Existen cómics que reflexionan sobre el propio arte de dibujar, cómics que hablan de las dudas creativas del artista en primera persona y cómics que redescubren la historia del medio. Todos ellos tienen algo en común: son propios de una época reciente en la que el cómic ha alcanzado una libertad creativa que permite que puedan aproximarse a estas temáticas. Son “metacómics”, de los cuales repasamos algunos a continuación.
El oficio del dibujante siempre despierta curiosidad, por el acto mismo de dibujar, que resulta hipnótico, casi mágico. Quizá por eso es una profesión rodeada de un romanticismo que suele esfumarse cuando nos acercamos a la realidad: incontables horas de duro trabajo y mucho sacrificio. En esa tensión entre arte y oficio se han desenvuelto varias generaciones de autores, que solo en las últimas décadas han tenido las condiciones necesarias para hablar de su trabajo a través de su obra, cuando la autobiografía y la autoficción se han convertido en herramientas importantes para el medio.
A pesar de ello, muchos dibujantes intentaron mostrar retazos de su oficio en ese contexto más industrial. Era habitual, por ejemplo, que dibujantes de Bruguera como Josep Escobar o Manuel Vázquez se representaran en sus propias páginas, casi siempre sentados a la mesa de dibujo. Vázquez, de hecho, solía asociar su trabajo a condiciones de esclavitud, medio en broma y medio en serio. En el cómic americano, más allá de algunas historias breves de terror o crímenes protagonizadas por dibujantes que se convertían en asesinos o enloquecían, podemos encontrar un curioso acercamiento a la creación artística: “How Stan Lee And Steve Ditko Created Spider-Man!”, una historia de tres páginas publicada en 1964 en la que los dos titanes de la historieta contaban cómo desarrollaron al Hombre Araña. Eso sí, a tenor de la información que manejamos hoy, el relato no pasa de ser una ficción corporativa.
Solo cuando el cómic comenzó a albergar corrientes autorales que se alejaban de las estructuras tradicionales fue posible que los dibujantes hablaran directamente sobre su profesión en lo que podemos llamar “metacómics”. Fueron los autores underground como Robert Crumb o Aline Kominsky los primeros que se representaron a sí mismos y expusieron sus preocupaciones y angustias artísticas. En esa tradición podemos insertar también a autores posteriores como Julie Doucet o Joe Matt, quienes tuvieron como tema recurrente el bloqueo creativo o las dudas que les generaba su propio trabajo –en el caso de Matt, hasta extremos–. Tampoco puede olvidarse que en una de las novelas gráficas más influyentes de todos los tiempos, “Maus” (1980-1991; Planeta DeAgostini, 2001), juega un papel muy importante el conflicto interior de su autor, Art Spiegelman, durante la realización del propio libro.

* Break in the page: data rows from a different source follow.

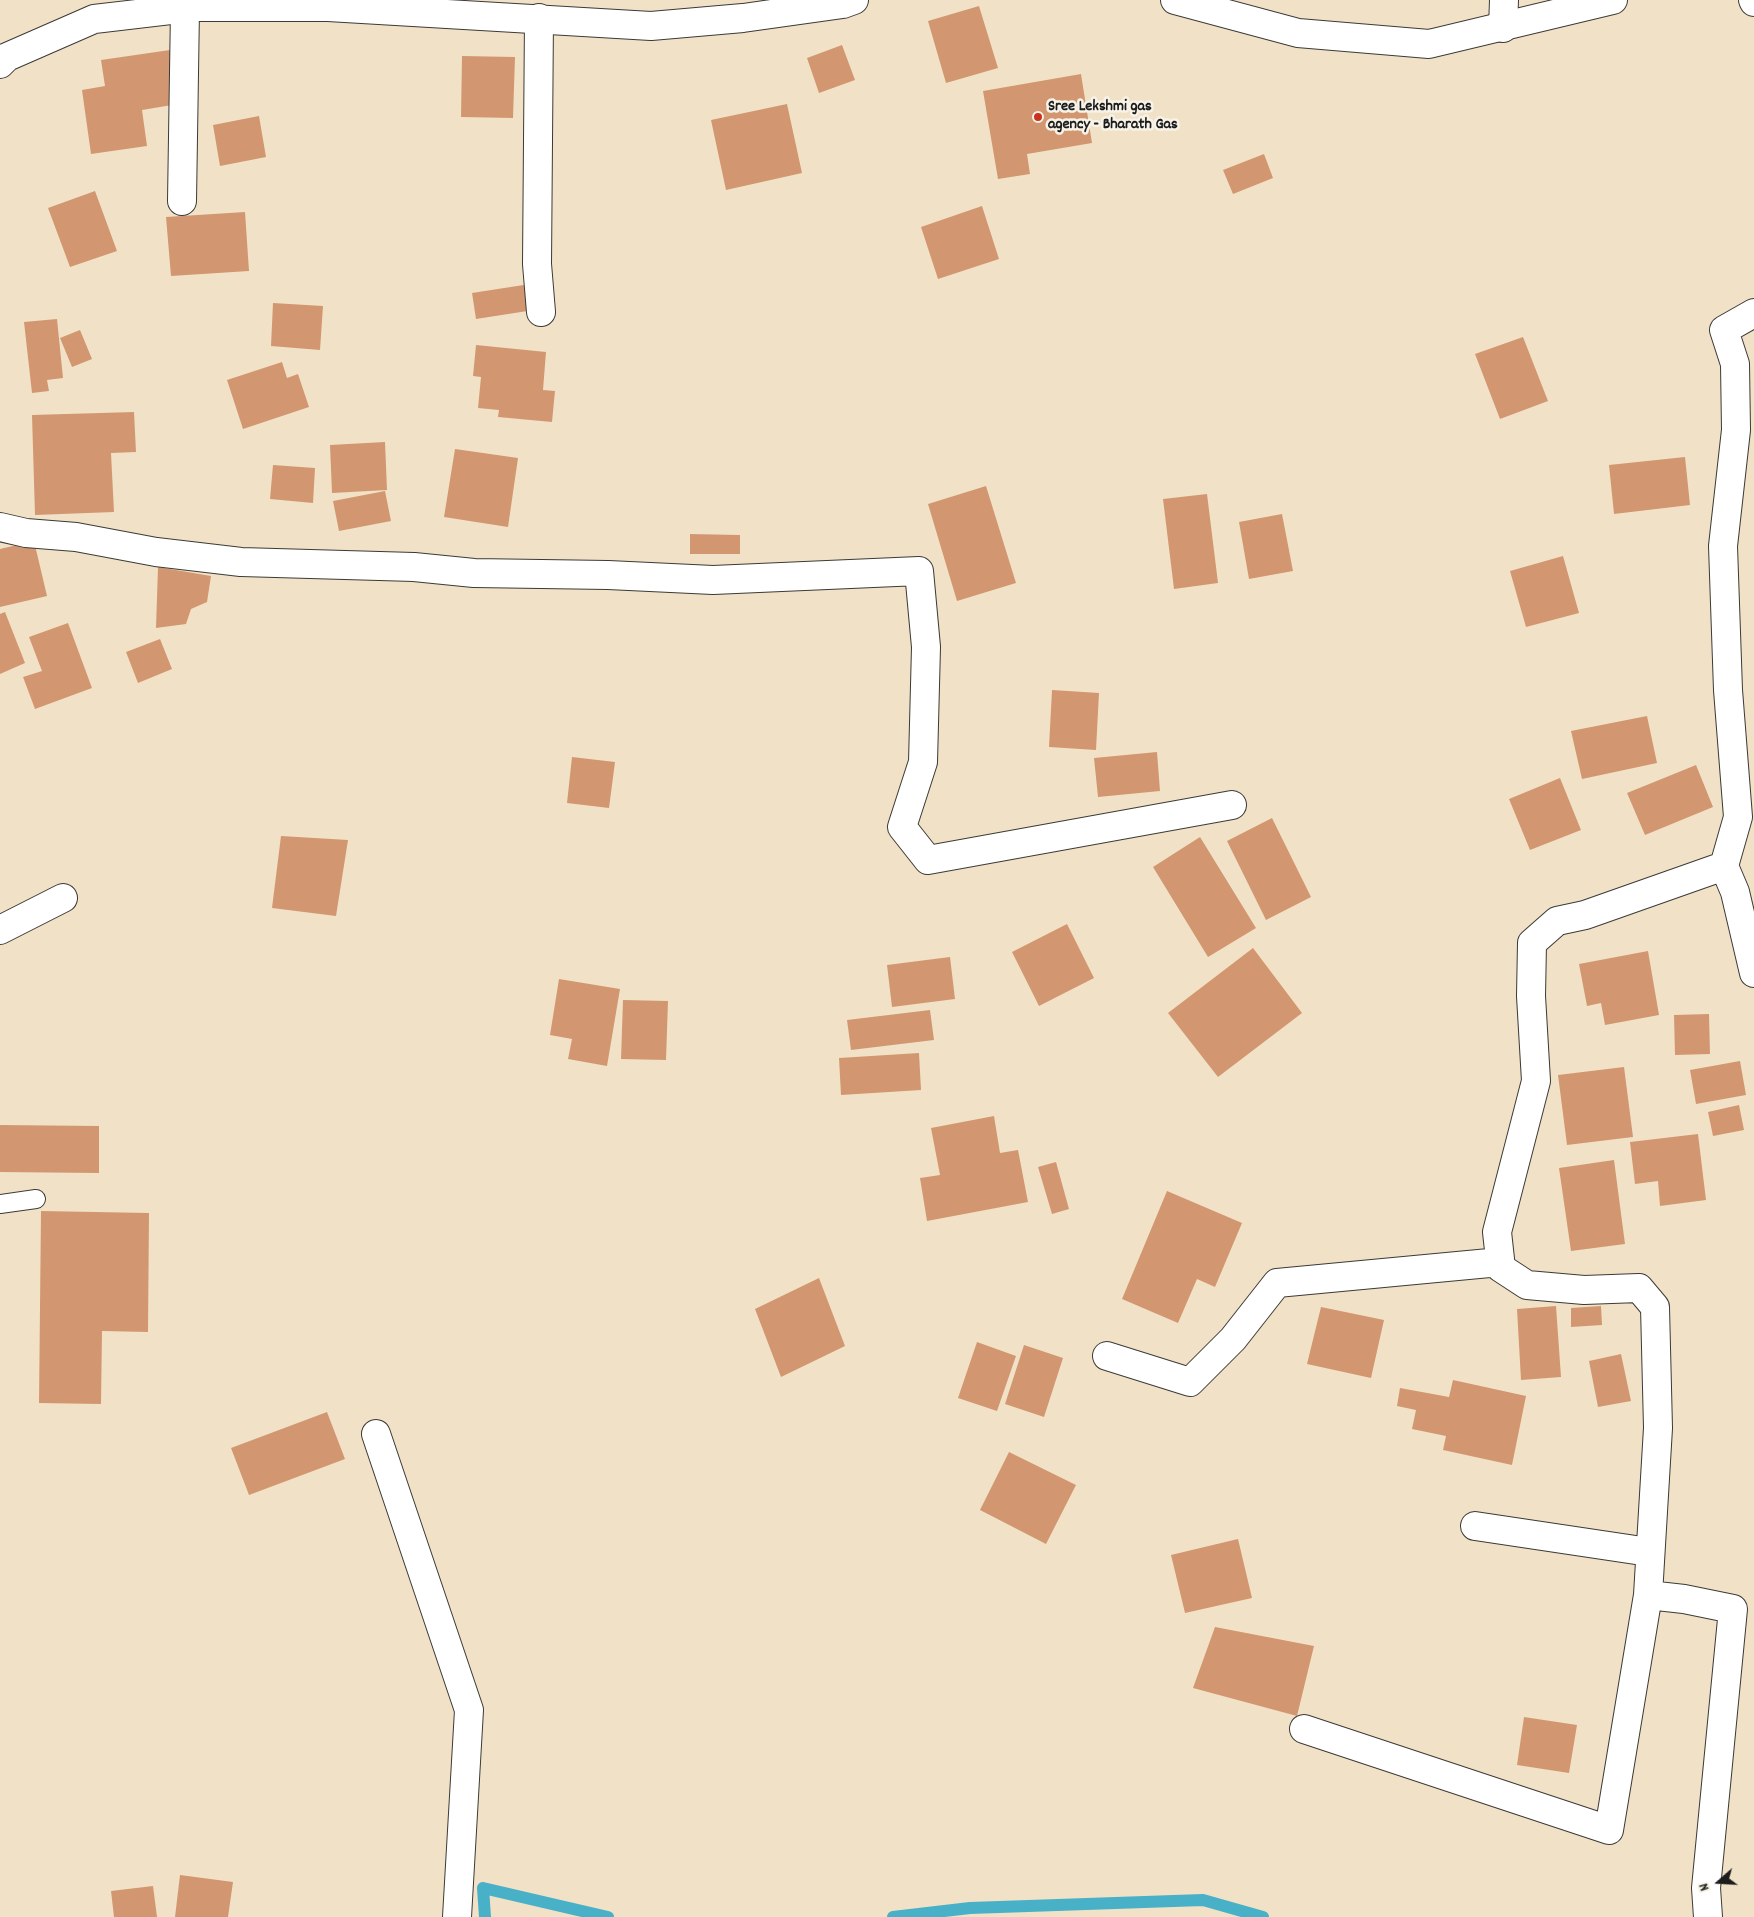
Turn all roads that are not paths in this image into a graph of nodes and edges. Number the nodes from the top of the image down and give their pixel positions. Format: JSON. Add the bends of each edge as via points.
{"nodes":[{"id":1,"x":1175,"y":0,"type":"edge"},
{"id":2,"x":1504,"y":0,"type":"edge"},
{"id":3,"x":1613,"y":0,"type":"edge"},
{"id":4,"x":846,"y":1,"type":"edge"},
{"id":5,"x":186,"y":8,"type":"junction"},
{"id":6,"x":538,"y":18,"type":"junction"},
{"id":7,"x":1503,"y":28,"type":"junction"},
{"id":8,"x":0,"y":64,"type":"edge"},
{"id":9,"x":182,"y":201,"type":"dead end"},
{"id":10,"x":541,"y":312,"type":"dead end"},
{"id":11,"x":1754,"y":312,"type":"edge"},
{"id":12,"x":1744,"y":366,"type":"edge"},
{"id":13,"x":0,"y":527,"type":"edge"},
{"id":14,"x":1232,"y":805,"type":"dead end"},
{"id":15,"x":1724,"y":866,"type":"junction"},
{"id":16,"x":63,"y":898,"type":"dead end"},
{"id":17,"x":0,"y":930,"type":"edge"},
{"id":18,"x":1754,"y":973,"type":"edge"},
{"id":19,"x":36,"y":1199,"type":"dead end"},
{"id":20,"x":0,"y":1204,"type":"edge"},
{"id":21,"x":1500,"y":1262,"type":"junction"},
{"id":22,"x":1107,"y":1356,"type":"dead end"},
{"id":23,"x":376,"y":1434,"type":"dead end"},
{"id":24,"x":1476,"y":1526,"type":"dead end"},
{"id":25,"x":1649,"y":1552,"type":"junction"},
{"id":26,"x":1648,"y":1595,"type":"junction"},
{"id":27,"x":1743,"y":1610,"type":"edge"},
{"id":28,"x":1304,"y":1729,"type":"dead end"},
{"id":29,"x":457,"y":1917,"type":"edge"},
{"id":30,"x":1708,"y":1917,"type":"edge"}],
"edges":[{"from":1,"to":7,"type":"street","via":[[1298,33],[1429,44]]},
{"from":2,"to":7,"type":"street"},
{"from":3,"to":7,"type":"street"},
{"from":4,"to":6,"type":"street","via":[[743,18],[651,26]]},
{"from":5,"to":6,"type":"street","via":[[328,7]]},
{"from":5,"to":8,"type":"street","via":[[94,19],[7,57]]},
{"from":5,"to":9,"type":"street"},
{"from":6,"to":10,"type":"street","via":[[537,264]]},
{"from":11,"to":12,"type":"street","via":[[1724,330]]},
{"from":12,"to":15,"type":"street","via":[[1723,546],[1728,690],[1738,817]]},
{"from":13,"to":14,"type":"street","via":[[241,562],[713,580],[919,571],[926,647],[923,762],[902,827],[928,860]]},
{"from":15,"to":18,"type":"street","via":[[1735,892]]},
{"from":15,"to":21,"type":"street","via":[[1585,915],[1557,921],[1532,943],[1531,996],[1536,1081],[1497,1232]]},
{"from":16,"to":17,"type":"street"},
{"from":19,"to":20,"type":"lane"},
{"from":21,"to":22,"type":"street","via":[[1277,1283],[1233,1339],[1190,1382]]},
{"from":21,"to":25,"type":"street","via":[[1501,1268],[1527,1285],[1584,1290],[1639,1288],[1655,1307],[1658,1428]]},
{"from":23,"to":29,"type":"street","via":[[469,1710]]},
{"from":24,"to":25,"type":"street"},
{"from":25,"to":26,"type":"street"},
{"from":26,"to":27,"type":"street","via":[[1684,1598]]},
{"from":26,"to":28,"type":"street","via":[[1609,1830]]},
{"from":27,"to":30,"type":"street","via":[[1706,1888]]}]}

Pero el primero que le dedicó una novela gráfica completa a la industria del cómic fue, probablemente, Will Eisner (Nueva York, 1917-Lauderlane Lakes, 2005). “El soñador” (1986; Norma, 1990) se remonta a los años 30, la década de la Gran Depresión, cuando los comic-books se convirtieron en el entretenimiento infantil más importante de Estados Unidos, sustentado en una industria que precarizaba e invisibilizaba sin escrúpulos a los autores.